** Opening PROVIDED RECORDS block **

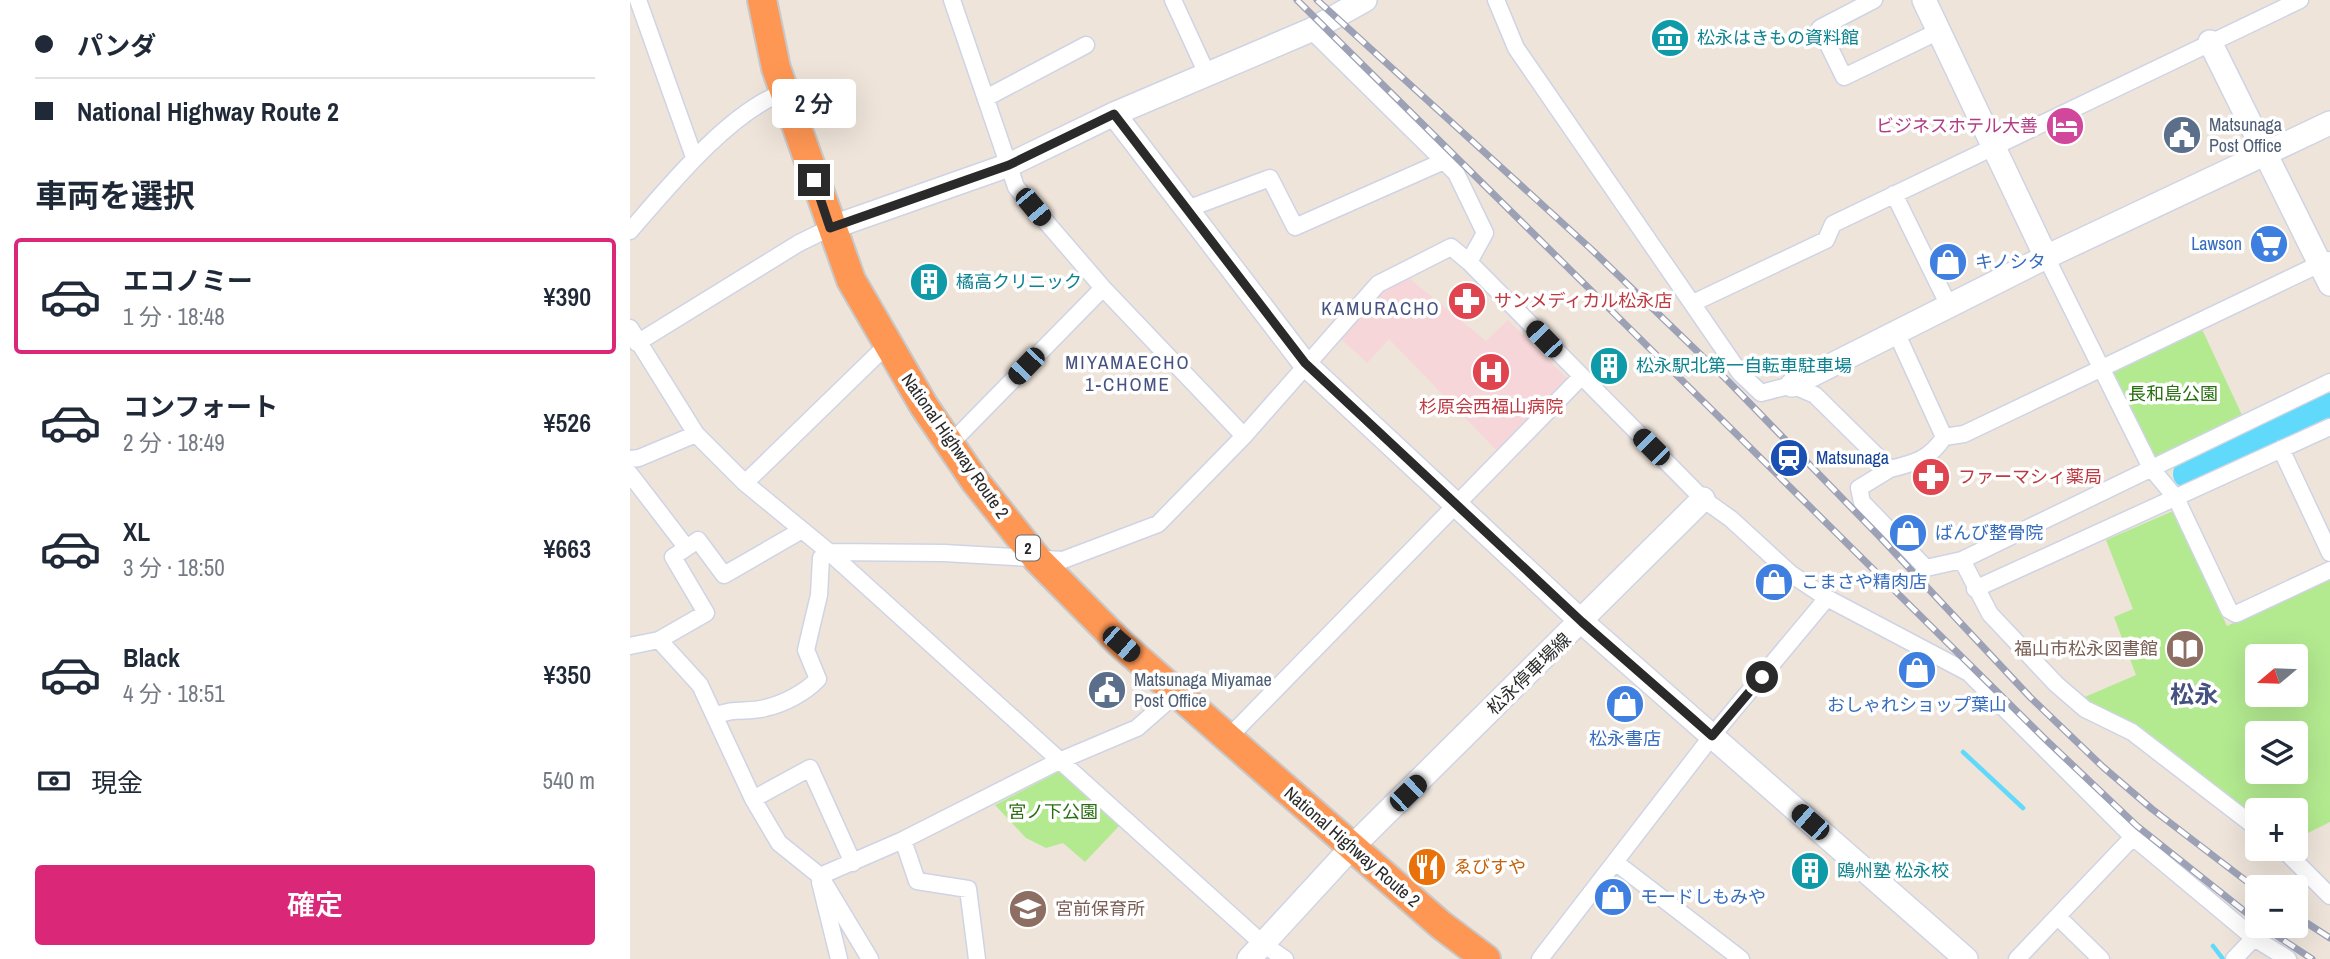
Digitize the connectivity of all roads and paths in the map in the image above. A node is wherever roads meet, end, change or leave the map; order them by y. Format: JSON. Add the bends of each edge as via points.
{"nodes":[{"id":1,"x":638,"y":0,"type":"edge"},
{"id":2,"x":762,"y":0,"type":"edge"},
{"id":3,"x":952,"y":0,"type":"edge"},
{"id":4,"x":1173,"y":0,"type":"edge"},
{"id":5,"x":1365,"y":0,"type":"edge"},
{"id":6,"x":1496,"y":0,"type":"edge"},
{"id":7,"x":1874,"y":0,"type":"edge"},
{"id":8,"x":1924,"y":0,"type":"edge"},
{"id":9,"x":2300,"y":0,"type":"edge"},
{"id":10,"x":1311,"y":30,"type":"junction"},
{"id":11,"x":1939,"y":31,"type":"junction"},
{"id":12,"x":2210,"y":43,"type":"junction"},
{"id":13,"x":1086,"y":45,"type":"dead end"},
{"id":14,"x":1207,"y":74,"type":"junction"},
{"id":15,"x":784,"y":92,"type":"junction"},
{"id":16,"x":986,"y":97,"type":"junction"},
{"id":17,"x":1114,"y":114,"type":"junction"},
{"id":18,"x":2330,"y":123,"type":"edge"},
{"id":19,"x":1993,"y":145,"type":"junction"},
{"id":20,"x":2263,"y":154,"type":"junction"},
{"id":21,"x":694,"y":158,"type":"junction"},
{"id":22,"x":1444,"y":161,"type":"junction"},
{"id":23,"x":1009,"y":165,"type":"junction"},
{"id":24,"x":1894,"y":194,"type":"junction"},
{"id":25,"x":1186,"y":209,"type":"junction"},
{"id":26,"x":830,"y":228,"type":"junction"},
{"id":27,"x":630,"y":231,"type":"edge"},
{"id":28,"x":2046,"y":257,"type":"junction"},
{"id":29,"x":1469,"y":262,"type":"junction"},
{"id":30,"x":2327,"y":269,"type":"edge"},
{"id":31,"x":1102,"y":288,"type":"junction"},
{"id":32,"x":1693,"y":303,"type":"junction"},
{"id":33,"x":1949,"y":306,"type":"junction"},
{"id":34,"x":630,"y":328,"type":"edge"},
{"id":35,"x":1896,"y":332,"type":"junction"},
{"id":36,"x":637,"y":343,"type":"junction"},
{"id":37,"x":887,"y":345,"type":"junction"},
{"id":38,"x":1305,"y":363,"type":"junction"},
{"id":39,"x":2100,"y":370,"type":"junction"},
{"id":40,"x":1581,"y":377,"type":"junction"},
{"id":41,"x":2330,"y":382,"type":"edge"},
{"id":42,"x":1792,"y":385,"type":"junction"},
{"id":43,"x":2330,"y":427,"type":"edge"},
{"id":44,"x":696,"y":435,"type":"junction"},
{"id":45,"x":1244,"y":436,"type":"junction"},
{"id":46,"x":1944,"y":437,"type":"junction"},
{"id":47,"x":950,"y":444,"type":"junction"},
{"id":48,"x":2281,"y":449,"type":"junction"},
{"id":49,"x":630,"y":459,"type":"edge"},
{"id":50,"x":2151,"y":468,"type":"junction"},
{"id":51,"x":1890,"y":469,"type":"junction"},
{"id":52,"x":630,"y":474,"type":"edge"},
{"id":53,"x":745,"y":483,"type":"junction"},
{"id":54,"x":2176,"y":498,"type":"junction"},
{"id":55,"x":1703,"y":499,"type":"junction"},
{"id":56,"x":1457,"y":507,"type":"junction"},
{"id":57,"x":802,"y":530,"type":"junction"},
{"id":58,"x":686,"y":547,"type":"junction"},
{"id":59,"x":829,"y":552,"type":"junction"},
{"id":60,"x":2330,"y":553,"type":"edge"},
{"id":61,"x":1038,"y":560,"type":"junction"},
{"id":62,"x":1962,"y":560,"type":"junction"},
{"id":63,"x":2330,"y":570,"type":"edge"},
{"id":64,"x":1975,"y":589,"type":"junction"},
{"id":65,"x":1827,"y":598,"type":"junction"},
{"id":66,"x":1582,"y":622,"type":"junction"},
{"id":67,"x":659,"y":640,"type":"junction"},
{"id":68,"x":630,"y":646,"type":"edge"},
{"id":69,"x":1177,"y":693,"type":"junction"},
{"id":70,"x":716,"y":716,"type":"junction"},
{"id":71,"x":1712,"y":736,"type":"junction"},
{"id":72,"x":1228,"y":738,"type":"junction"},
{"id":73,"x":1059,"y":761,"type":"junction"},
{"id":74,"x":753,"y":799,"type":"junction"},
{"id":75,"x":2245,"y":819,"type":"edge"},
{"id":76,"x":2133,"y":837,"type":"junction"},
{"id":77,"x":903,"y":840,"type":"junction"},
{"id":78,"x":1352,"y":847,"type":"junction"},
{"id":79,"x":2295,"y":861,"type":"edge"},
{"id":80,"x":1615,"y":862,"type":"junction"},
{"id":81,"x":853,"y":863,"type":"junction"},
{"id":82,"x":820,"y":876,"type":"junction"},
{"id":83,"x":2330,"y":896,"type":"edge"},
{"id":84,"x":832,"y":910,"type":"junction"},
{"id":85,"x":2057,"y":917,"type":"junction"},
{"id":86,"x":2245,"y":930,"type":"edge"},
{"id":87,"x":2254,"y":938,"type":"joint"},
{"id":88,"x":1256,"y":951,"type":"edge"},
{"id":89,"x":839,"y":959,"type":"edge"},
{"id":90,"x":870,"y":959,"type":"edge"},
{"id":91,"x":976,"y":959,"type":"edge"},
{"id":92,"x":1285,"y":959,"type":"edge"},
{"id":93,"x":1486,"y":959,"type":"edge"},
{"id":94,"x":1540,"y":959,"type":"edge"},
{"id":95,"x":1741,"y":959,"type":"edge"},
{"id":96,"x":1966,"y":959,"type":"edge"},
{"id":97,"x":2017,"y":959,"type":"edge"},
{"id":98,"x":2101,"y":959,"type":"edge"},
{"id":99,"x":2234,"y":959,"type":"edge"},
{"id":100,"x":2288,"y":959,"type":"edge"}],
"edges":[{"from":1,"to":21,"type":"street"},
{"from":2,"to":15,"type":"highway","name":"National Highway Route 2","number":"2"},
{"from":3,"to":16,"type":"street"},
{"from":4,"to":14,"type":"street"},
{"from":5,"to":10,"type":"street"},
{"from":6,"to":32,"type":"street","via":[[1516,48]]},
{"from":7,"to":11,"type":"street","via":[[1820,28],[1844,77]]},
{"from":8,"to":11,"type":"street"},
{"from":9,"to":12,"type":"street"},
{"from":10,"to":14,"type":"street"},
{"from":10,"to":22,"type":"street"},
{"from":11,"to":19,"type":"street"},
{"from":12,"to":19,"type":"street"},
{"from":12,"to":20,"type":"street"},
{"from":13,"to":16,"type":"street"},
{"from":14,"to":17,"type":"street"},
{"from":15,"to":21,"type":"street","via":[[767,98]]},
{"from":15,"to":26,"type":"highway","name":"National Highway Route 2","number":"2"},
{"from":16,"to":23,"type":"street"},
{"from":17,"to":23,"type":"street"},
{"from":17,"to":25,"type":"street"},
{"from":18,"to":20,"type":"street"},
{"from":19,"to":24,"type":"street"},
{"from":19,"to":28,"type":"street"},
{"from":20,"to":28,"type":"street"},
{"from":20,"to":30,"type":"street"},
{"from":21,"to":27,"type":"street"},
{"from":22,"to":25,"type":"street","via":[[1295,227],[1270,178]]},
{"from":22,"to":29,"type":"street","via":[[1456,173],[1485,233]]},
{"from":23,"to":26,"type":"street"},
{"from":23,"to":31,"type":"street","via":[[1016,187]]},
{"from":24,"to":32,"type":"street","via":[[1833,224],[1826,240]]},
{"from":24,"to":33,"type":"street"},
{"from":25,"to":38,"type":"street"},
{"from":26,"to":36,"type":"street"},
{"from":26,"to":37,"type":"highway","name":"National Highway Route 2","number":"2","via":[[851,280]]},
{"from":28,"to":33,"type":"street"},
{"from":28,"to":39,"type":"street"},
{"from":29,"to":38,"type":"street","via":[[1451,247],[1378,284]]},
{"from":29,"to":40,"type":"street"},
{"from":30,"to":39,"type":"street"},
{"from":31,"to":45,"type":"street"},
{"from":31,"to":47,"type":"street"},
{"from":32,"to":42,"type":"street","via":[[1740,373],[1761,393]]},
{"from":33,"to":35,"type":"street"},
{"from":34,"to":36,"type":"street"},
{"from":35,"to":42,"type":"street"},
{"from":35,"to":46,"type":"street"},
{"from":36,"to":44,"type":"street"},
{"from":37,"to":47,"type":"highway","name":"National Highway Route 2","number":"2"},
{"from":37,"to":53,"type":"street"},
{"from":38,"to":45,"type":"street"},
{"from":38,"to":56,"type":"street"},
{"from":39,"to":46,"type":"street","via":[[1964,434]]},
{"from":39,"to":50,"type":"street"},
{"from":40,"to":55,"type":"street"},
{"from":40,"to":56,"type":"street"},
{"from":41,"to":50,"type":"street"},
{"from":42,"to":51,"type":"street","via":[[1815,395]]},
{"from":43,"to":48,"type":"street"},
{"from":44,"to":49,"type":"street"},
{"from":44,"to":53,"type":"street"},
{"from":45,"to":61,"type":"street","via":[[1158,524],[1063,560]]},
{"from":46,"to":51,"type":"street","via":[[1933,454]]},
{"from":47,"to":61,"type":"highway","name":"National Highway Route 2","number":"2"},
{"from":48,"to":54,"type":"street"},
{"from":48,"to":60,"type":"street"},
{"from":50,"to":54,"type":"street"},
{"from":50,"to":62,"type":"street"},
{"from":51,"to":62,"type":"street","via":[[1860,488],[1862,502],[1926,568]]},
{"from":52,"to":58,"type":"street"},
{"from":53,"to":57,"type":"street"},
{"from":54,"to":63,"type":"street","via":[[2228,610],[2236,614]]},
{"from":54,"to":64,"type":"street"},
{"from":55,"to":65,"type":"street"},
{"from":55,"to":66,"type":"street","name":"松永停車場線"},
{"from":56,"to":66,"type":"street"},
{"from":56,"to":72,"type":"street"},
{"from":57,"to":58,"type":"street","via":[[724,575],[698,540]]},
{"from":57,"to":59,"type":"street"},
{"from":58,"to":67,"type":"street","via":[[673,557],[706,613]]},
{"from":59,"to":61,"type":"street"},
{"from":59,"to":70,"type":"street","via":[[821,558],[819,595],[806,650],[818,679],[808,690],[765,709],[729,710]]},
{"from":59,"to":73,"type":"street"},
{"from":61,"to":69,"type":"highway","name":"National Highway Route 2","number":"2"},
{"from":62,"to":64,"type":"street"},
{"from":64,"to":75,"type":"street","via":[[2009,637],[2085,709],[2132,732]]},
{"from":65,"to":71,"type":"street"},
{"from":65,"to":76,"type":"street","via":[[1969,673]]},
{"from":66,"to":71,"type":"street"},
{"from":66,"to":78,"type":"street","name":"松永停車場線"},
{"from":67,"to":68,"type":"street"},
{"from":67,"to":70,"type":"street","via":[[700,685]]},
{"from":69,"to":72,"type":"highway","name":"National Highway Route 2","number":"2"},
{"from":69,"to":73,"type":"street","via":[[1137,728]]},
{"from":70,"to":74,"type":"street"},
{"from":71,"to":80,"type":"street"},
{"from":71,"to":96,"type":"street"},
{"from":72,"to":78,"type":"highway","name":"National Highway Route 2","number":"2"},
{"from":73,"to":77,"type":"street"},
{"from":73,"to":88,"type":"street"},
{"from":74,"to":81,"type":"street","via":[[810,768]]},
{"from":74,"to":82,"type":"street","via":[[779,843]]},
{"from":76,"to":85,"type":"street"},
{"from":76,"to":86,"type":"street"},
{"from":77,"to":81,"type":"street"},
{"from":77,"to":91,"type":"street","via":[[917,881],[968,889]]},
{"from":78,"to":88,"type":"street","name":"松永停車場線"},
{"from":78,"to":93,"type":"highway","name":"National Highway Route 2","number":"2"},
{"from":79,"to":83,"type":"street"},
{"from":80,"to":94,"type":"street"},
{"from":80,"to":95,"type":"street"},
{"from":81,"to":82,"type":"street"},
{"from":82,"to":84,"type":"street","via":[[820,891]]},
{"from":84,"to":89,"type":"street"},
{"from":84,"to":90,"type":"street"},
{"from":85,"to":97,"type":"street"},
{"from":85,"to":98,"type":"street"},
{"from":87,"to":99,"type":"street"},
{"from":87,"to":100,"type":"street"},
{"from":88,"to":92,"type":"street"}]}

** Closing PROVIDED RECORDS block **

WHAT YOU WILL DO >>
Check each line of the records for "Route" and copy the ones that contain it.

TASK RESPONSE >>
{"from":2,"to":15,"type":"highway","name":"National Highway Route 2","number":"2"},
{"from":15,"to":26,"type":"highway","name":"National Highway Route 2","number":"2"},
{"from":26,"to":37,"type":"highway","name":"National Highway Route 2","number":"2","via":[[851,280]]},
{"from":37,"to":47,"type":"highway","name":"National Highway Route 2","number":"2"},
{"from":47,"to":61,"type":"highway","name":"National Highway Route 2","number":"2"},
{"from":61,"to":69,"type":"highway","name":"National Highway Route 2","number":"2"},
{"from":69,"to":72,"type":"highway","name":"National Highway Route 2","number":"2"},
{"from":72,"to":78,"type":"highway","name":"National Highway Route 2","number":"2"},
{"from":78,"to":93,"type":"highway","name":"National Highway Route 2","number":"2"},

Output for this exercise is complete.